Required work: Print the data in full, exactly as it reads.

Input:
________________________

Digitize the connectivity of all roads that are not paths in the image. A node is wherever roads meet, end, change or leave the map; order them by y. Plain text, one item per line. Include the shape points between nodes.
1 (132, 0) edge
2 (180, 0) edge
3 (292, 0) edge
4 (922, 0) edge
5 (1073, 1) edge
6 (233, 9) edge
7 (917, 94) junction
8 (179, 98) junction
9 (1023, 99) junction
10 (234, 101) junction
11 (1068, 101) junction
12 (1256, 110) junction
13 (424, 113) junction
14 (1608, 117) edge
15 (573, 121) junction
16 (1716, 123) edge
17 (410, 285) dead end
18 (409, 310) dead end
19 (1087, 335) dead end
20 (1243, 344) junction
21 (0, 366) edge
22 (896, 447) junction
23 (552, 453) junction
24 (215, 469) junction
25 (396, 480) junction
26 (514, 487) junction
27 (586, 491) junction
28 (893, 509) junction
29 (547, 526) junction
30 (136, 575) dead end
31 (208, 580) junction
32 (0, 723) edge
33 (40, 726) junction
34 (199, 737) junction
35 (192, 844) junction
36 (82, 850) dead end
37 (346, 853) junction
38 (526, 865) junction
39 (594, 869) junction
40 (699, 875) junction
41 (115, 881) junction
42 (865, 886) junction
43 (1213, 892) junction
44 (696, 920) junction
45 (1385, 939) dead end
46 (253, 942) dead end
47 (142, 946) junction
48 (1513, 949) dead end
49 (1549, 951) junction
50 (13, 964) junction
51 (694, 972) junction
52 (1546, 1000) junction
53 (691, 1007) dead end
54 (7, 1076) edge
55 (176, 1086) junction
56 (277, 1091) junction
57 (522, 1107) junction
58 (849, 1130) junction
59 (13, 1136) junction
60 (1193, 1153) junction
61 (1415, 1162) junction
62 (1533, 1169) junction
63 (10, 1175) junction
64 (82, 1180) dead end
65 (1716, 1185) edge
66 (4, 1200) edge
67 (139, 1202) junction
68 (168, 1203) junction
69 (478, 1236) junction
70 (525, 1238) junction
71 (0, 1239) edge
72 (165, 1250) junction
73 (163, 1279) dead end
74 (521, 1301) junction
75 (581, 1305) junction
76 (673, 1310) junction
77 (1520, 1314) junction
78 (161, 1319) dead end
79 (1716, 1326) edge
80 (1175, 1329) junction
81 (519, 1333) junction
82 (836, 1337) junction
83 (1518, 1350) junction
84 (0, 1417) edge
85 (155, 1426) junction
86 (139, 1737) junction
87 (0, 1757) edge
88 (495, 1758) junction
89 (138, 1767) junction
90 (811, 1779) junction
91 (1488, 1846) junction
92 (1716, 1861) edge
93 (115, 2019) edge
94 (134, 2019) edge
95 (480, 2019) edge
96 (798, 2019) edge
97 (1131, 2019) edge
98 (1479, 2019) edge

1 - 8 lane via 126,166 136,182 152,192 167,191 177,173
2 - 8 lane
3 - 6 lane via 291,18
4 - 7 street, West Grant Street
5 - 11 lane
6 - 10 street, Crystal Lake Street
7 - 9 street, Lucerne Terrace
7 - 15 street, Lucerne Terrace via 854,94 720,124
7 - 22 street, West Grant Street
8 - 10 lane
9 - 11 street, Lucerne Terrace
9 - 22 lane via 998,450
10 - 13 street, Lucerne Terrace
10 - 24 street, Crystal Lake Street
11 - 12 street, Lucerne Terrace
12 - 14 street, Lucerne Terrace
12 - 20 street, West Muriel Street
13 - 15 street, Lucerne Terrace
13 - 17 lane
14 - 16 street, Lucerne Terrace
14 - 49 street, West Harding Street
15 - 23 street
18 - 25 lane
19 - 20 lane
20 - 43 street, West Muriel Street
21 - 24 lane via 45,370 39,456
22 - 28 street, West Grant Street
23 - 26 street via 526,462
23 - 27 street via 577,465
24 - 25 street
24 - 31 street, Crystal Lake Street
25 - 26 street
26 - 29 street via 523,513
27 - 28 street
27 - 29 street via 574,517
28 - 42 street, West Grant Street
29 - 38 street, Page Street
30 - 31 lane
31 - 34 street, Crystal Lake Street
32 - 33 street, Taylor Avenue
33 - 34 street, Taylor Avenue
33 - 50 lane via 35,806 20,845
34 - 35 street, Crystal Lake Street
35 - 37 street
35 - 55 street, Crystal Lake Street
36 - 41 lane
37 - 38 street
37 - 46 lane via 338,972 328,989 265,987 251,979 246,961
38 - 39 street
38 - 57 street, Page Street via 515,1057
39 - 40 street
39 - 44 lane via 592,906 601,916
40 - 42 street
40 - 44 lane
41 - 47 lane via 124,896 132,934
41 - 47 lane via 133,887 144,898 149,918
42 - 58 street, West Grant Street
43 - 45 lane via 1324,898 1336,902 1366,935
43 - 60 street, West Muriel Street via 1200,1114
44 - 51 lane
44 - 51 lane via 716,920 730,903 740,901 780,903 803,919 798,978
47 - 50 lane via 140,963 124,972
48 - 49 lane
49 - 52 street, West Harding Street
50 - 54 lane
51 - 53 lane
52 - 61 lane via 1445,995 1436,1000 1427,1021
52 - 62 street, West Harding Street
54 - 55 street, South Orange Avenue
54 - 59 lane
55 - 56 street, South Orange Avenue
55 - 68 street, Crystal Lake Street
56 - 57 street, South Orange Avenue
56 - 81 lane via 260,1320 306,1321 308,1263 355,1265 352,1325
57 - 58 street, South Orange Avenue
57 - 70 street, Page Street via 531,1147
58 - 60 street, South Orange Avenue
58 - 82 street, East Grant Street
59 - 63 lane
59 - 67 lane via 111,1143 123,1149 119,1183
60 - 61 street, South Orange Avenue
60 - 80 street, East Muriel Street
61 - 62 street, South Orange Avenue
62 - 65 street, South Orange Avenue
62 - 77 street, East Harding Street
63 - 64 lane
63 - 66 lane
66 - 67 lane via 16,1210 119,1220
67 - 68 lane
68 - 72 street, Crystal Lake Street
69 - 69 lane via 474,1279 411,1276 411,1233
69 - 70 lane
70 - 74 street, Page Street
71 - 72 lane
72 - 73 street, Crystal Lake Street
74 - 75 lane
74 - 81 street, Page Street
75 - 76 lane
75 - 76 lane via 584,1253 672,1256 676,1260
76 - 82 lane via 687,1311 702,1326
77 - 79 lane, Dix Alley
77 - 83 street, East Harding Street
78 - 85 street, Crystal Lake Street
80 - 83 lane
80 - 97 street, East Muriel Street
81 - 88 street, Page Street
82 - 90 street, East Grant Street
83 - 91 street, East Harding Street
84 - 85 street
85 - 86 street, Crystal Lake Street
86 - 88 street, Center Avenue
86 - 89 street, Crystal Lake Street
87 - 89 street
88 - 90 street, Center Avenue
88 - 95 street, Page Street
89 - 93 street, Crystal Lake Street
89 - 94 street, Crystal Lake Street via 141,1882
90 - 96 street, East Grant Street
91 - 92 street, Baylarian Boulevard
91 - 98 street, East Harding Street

________________________

Completed exercise:
Digitize the connectivity of all roads that are not paths in the image. A node is wherever roads meet, end, change or leave the map; order them by y. Plain text, one item per line. Include the shape points between nodes.
1 (132, 0) edge
2 (180, 0) edge
3 (292, 0) edge
4 (922, 0) edge
5 (1073, 1) edge
6 (233, 9) edge
7 (917, 94) junction
8 (179, 98) junction
9 (1023, 99) junction
10 (234, 101) junction
11 (1068, 101) junction
12 (1256, 110) junction
13 (424, 113) junction
14 (1608, 117) edge
15 (573, 121) junction
16 (1716, 123) edge
17 (410, 285) dead end
18 (409, 310) dead end
19 (1087, 335) dead end
20 (1243, 344) junction
21 (0, 366) edge
22 (896, 447) junction
23 (552, 453) junction
24 (215, 469) junction
25 (396, 480) junction
26 (514, 487) junction
27 (586, 491) junction
28 (893, 509) junction
29 (547, 526) junction
30 (136, 575) dead end
31 (208, 580) junction
32 (0, 723) edge
33 (40, 726) junction
34 (199, 737) junction
35 (192, 844) junction
36 (82, 850) dead end
37 (346, 853) junction
38 (526, 865) junction
39 (594, 869) junction
40 (699, 875) junction
41 (115, 881) junction
42 (865, 886) junction
43 (1213, 892) junction
44 (696, 920) junction
45 (1385, 939) dead end
46 (253, 942) dead end
47 (142, 946) junction
48 (1513, 949) dead end
49 (1549, 951) junction
50 (13, 964) junction
51 (694, 972) junction
52 (1546, 1000) junction
53 (691, 1007) dead end
54 (7, 1076) edge
55 (176, 1086) junction
56 (277, 1091) junction
57 (522, 1107) junction
58 (849, 1130) junction
59 (13, 1136) junction
60 (1193, 1153) junction
61 (1415, 1162) junction
62 (1533, 1169) junction
63 (10, 1175) junction
64 (82, 1180) dead end
65 (1716, 1185) edge
66 (4, 1200) edge
67 (139, 1202) junction
68 (168, 1203) junction
69 (478, 1236) junction
70 (525, 1238) junction
71 (0, 1239) edge
72 (165, 1250) junction
73 (163, 1279) dead end
74 (521, 1301) junction
75 (581, 1305) junction
76 (673, 1310) junction
77 (1520, 1314) junction
78 (161, 1319) dead end
79 (1716, 1326) edge
80 (1175, 1329) junction
81 (519, 1333) junction
82 (836, 1337) junction
83 (1518, 1350) junction
84 (0, 1417) edge
85 (155, 1426) junction
86 (139, 1737) junction
87 (0, 1757) edge
88 (495, 1758) junction
89 (138, 1767) junction
90 (811, 1779) junction
91 (1488, 1846) junction
92 (1716, 1861) edge
93 (115, 2019) edge
94 (134, 2019) edge
95 (480, 2019) edge
96 (798, 2019) edge
97 (1131, 2019) edge
98 (1479, 2019) edge

1 - 8 lane via 126,166 136,182 152,192 167,191 177,173
2 - 8 lane
3 - 6 lane via 291,18
4 - 7 street, West Grant Street
5 - 11 lane
6 - 10 street, Crystal Lake Street
7 - 9 street, Lucerne Terrace
7 - 15 street, Lucerne Terrace via 854,94 720,124
7 - 22 street, West Grant Street
8 - 10 lane
9 - 11 street, Lucerne Terrace
9 - 22 lane via 998,450
10 - 13 street, Lucerne Terrace
10 - 24 street, Crystal Lake Street
11 - 12 street, Lucerne Terrace
12 - 14 street, Lucerne Terrace
12 - 20 street, West Muriel Street
13 - 15 street, Lucerne Terrace
13 - 17 lane
14 - 16 street, Lucerne Terrace
14 - 49 street, West Harding Street
15 - 23 street
18 - 25 lane
19 - 20 lane
20 - 43 street, West Muriel Street
21 - 24 lane via 45,370 39,456
22 - 28 street, West Grant Street
23 - 26 street via 526,462
23 - 27 street via 577,465
24 - 25 street
24 - 31 street, Crystal Lake Street
25 - 26 street
26 - 29 street via 523,513
27 - 28 street
27 - 29 street via 574,517
28 - 42 street, West Grant Street
29 - 38 street, Page Street
30 - 31 lane
31 - 34 street, Crystal Lake Street
32 - 33 street, Taylor Avenue
33 - 34 street, Taylor Avenue
33 - 50 lane via 35,806 20,845
34 - 35 street, Crystal Lake Street
35 - 37 street
35 - 55 street, Crystal Lake Street
36 - 41 lane
37 - 38 street
37 - 46 lane via 338,972 328,989 265,987 251,979 246,961
38 - 39 street
38 - 57 street, Page Street via 515,1057
39 - 40 street
39 - 44 lane via 592,906 601,916
40 - 42 street
40 - 44 lane
41 - 47 lane via 124,896 132,934
41 - 47 lane via 133,887 144,898 149,918
42 - 58 street, West Grant Street
43 - 45 lane via 1324,898 1336,902 1366,935
43 - 60 street, West Muriel Street via 1200,1114
44 - 51 lane
44 - 51 lane via 716,920 730,903 740,901 780,903 803,919 798,978
47 - 50 lane via 140,963 124,972
48 - 49 lane
49 - 52 street, West Harding Street
50 - 54 lane
51 - 53 lane
52 - 61 lane via 1445,995 1436,1000 1427,1021
52 - 62 street, West Harding Street
54 - 55 street, South Orange Avenue
54 - 59 lane
55 - 56 street, South Orange Avenue
55 - 68 street, Crystal Lake Street
56 - 57 street, South Orange Avenue
56 - 81 lane via 260,1320 306,1321 308,1263 355,1265 352,1325
57 - 58 street, South Orange Avenue
57 - 70 street, Page Street via 531,1147
58 - 60 street, South Orange Avenue
58 - 82 street, East Grant Street
59 - 63 lane
59 - 67 lane via 111,1143 123,1149 119,1183
60 - 61 street, South Orange Avenue
60 - 80 street, East Muriel Street
61 - 62 street, South Orange Avenue
62 - 65 street, South Orange Avenue
62 - 77 street, East Harding Street
63 - 64 lane
63 - 66 lane
66 - 67 lane via 16,1210 119,1220
67 - 68 lane
68 - 72 street, Crystal Lake Street
69 - 69 lane via 474,1279 411,1276 411,1233
69 - 70 lane
70 - 74 street, Page Street
71 - 72 lane
72 - 73 street, Crystal Lake Street
74 - 75 lane
74 - 81 street, Page Street
75 - 76 lane
75 - 76 lane via 584,1253 672,1256 676,1260
76 - 82 lane via 687,1311 702,1326
77 - 79 lane, Dix Alley
77 - 83 street, East Harding Street
78 - 85 street, Crystal Lake Street
80 - 83 lane
80 - 97 street, East Muriel Street
81 - 88 street, Page Street
82 - 90 street, East Grant Street
83 - 91 street, East Harding Street
84 - 85 street
85 - 86 street, Crystal Lake Street
86 - 88 street, Center Avenue
86 - 89 street, Crystal Lake Street
87 - 89 street
88 - 90 street, Center Avenue
88 - 95 street, Page Street
89 - 93 street, Crystal Lake Street
89 - 94 street, Crystal Lake Street via 141,1882
90 - 96 street, East Grant Street
91 - 92 street, Baylarian Boulevard
91 - 98 street, East Harding Street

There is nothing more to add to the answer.